Two from Domaine Courtois

Hello friends. Wow, what an odd combination of sleep-deprived and blissed-out this early fatherhood is. Those of you who have suggested that our offers during this phase of my life may take on a surrealist bent might not be too far off.

Moving along… we have a rouge and a blanc today from a lovely Cotes du Rhone producer that we first worked with almost one year ago:

2010 Domaine Courtois Cotes-du-Rhone Villages “La Grande Vigne”

It is becoming exceedingly rare to see Cotes du Rhone from 2010 on the market, which is a pity, since it is broadly considered the “vintage of the decade”™ in that region. I’m mostly tasting 2012s and 2011s right now, and it will only be a manner of a few months before the first 2013s start landing.

List members with elephantine memories may recall the reason Courtois is a bit behind schedule, a reason that is beautifully, bureaucratically banal: a TTB label-approval holdup. So thanks to the feds, we get the pleasure of a Cotes that has shed some of its baby fat.

It comes from brothers Pascal and Richard Jaume, who have set up shop in Vinsobres (location here). An up-and-coming part of the southern Rhone, Vinsobres was olive country for much of its cultivated life, until a bad freeze in 1956 convinced many growers that perhaps vinifera would be more suitable.

Vinsobres was only granted AOC status in the last decade, and it’s still relatively rare to see wines with the Vinsobres label. The Jaume brothers’ vineyard holdings cross the border into the greater CdR-Villages appellation, so while this comes predominantly from Vinsobres, it gets the more generic label (again, good: that has a dampening effect on prices).

The blend is 70% Grenache, 20% Syrah, and 10% Mourvedre, from vines averaging 20 years in the clay soils around Vinsobres. No new wood here, allowing the Grenache to completely shine, its strawberry fruit an early promise of spring, and mixed with red cherry and silty minerals. There is that garrigue dried-herb component (lavender, thyme, tarragon) that makes Grenache so uniquely beautiful, and my note, which reads “oh my this is excellent” almost seems surprised, probably at the quality/complexity in relation to the tariff. This is characterful without being blowsy, and it hits all three sides of the Rhone trinity – red fruit and rocks and garrigue – in equal, balanced measure.

Perhaps our final access point to 2010 at a Cotes du Rhone tariff, and if it should be our swan song for that category, it’s an awfully good one.

2011 Domaine Courtois Cotes-du-Rhone Blanc “La Source”
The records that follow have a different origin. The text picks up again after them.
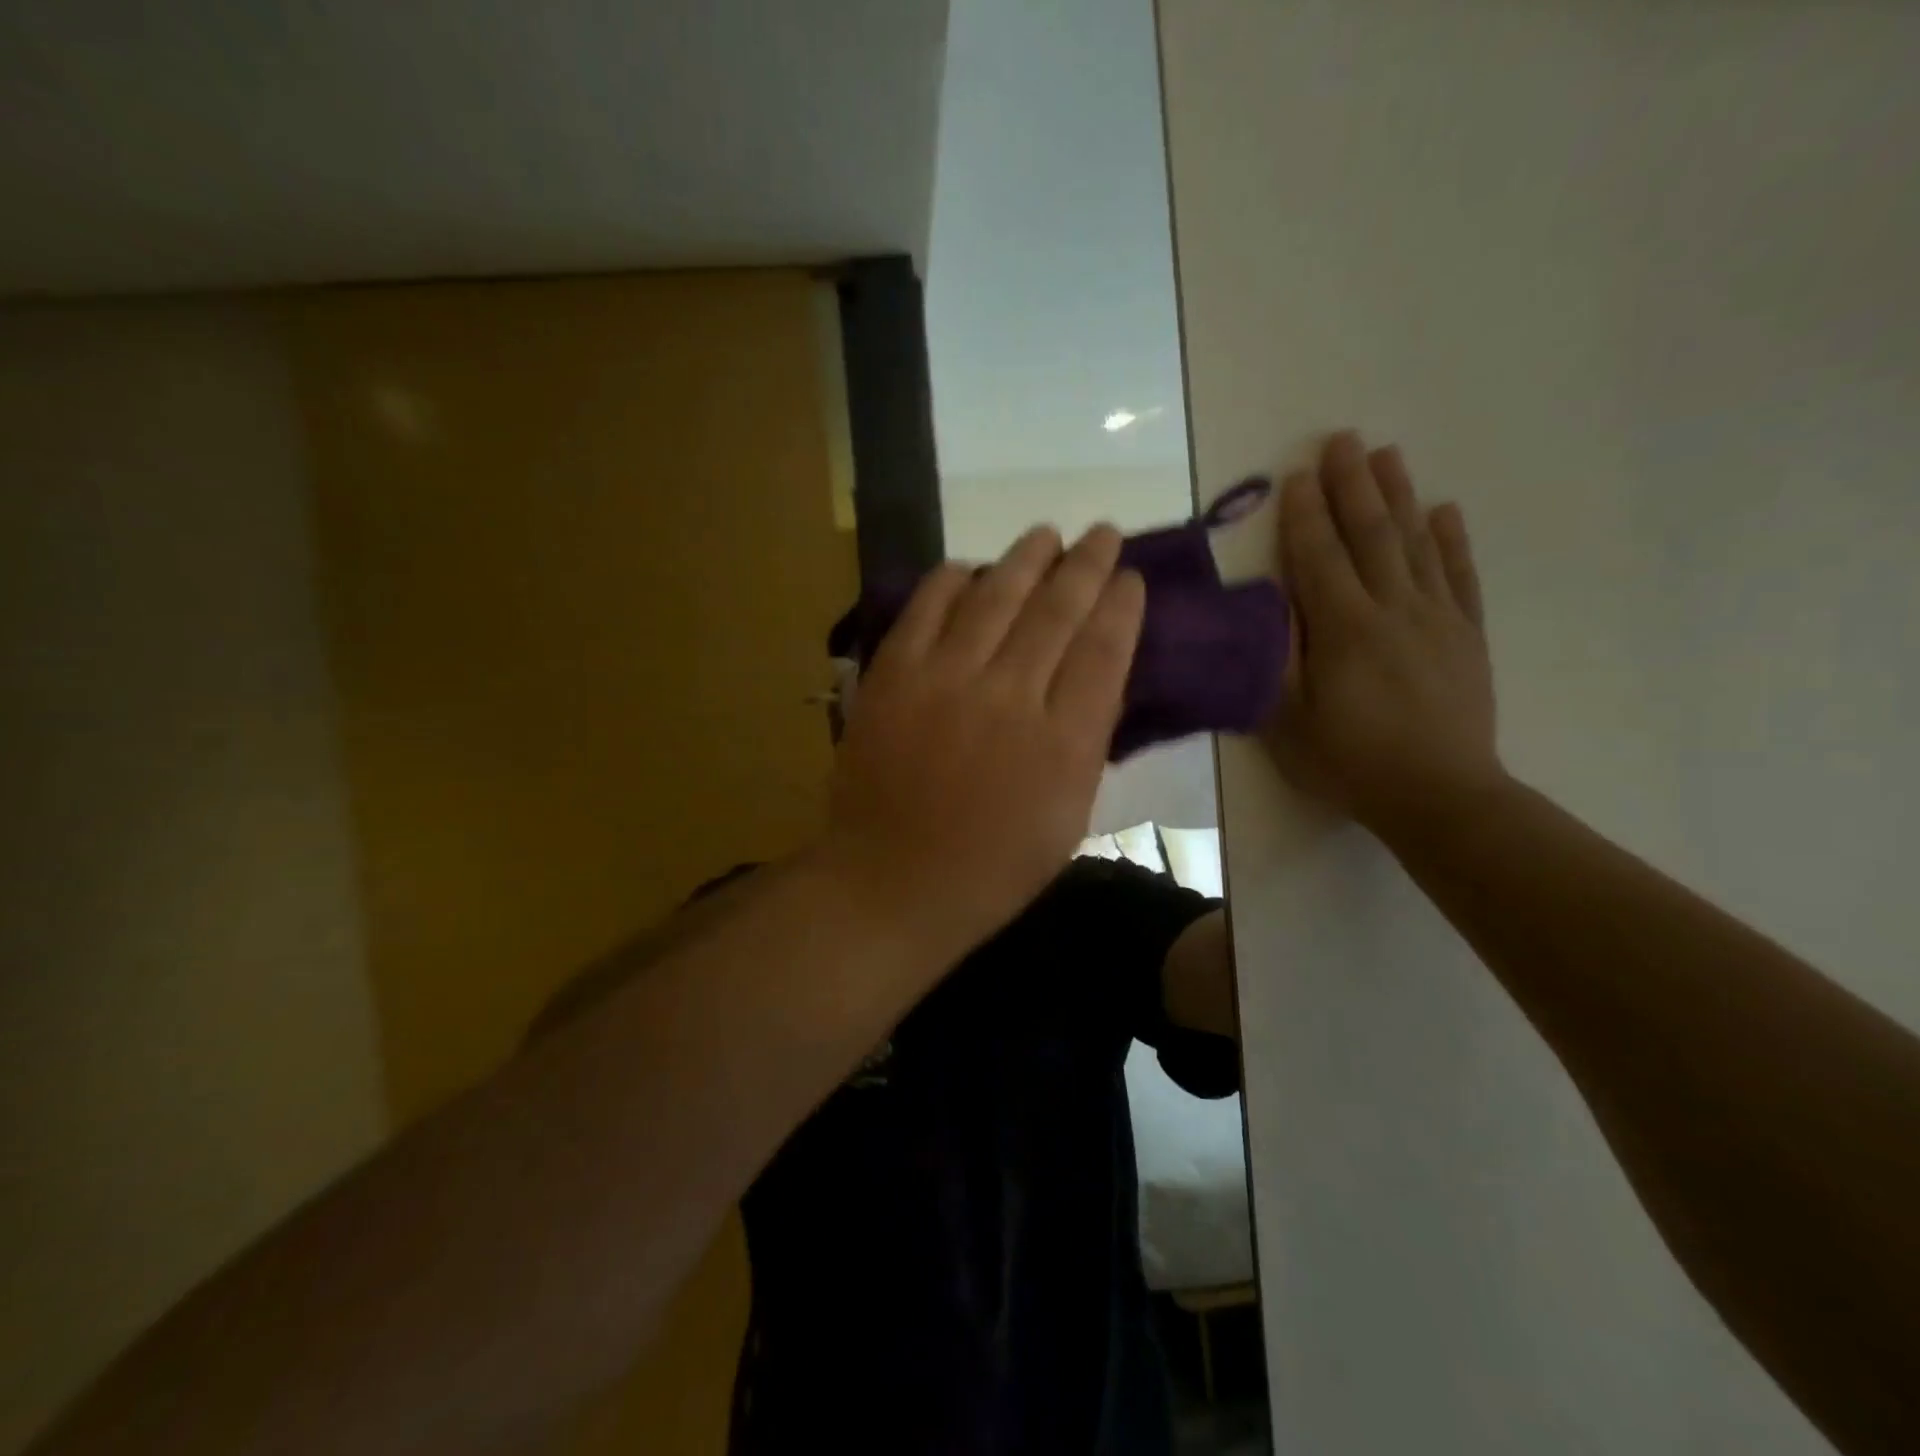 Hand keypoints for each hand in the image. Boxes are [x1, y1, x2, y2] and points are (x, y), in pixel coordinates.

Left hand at [822, 525, 1145, 955]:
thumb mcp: (1067, 820)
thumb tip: (1096, 681)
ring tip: (1045, 534)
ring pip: (996, 595)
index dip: (1121, 607)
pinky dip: (951, 580)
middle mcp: (1010, 697)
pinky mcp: (893, 675)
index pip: (1104, 651)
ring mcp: (945, 680)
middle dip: (1086, 564)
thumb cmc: (990, 868)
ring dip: (1026, 558)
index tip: (1130, 579)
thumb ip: (1085, 745)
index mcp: (1062, 744)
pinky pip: (927, 608)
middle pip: (1057, 610)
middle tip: (1102, 533)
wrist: (891, 881)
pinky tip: (969, 567)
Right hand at [1268, 431, 1502, 838]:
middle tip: (1342, 440)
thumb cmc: (1350, 763)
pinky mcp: (1466, 636)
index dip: (1304, 516)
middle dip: (1352, 485)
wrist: (1440, 796)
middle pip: (1370, 535)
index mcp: (1344, 630)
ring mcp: (1437, 619)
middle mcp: (1393, 610)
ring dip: (1399, 497)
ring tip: (1388, 456)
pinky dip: (1451, 541)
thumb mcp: (1289, 721)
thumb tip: (1270, 607)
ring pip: (1415, 544)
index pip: (1319, 558)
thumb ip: (1278, 659)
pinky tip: (1444, 511)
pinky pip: (1459, 577)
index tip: (1296, 476)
And a bonus, for you squeaky-wheel list members who have been (justifiably) asking for more white wine. This is a typical southern Rhone white, which is to say: it’s a little bit of a lot of things, in this case a near-equal mix of Grenache Blanc, Marsanne, Roussanne, and Clairette.

Again, no new wood; just good honest fruit. The nose is a subtly-fruited mix of melon, honeysuckle, and chalky mineral. The palate is medium-bodied, a balanced mix of richness and freshness. The fruit stays in the melon range of the spectrum (honeydew mostly), with a creamy texture to the mid-palate and terrific nuances of spice and florals. A fine introduction to an under-imported category of white wine.

First come first served up to 24 bottles total (mix and match as you like), and the wines should arrive in about a week, at which point they will be ready for pickup or shipping during the next temperature-appropriate shipping window.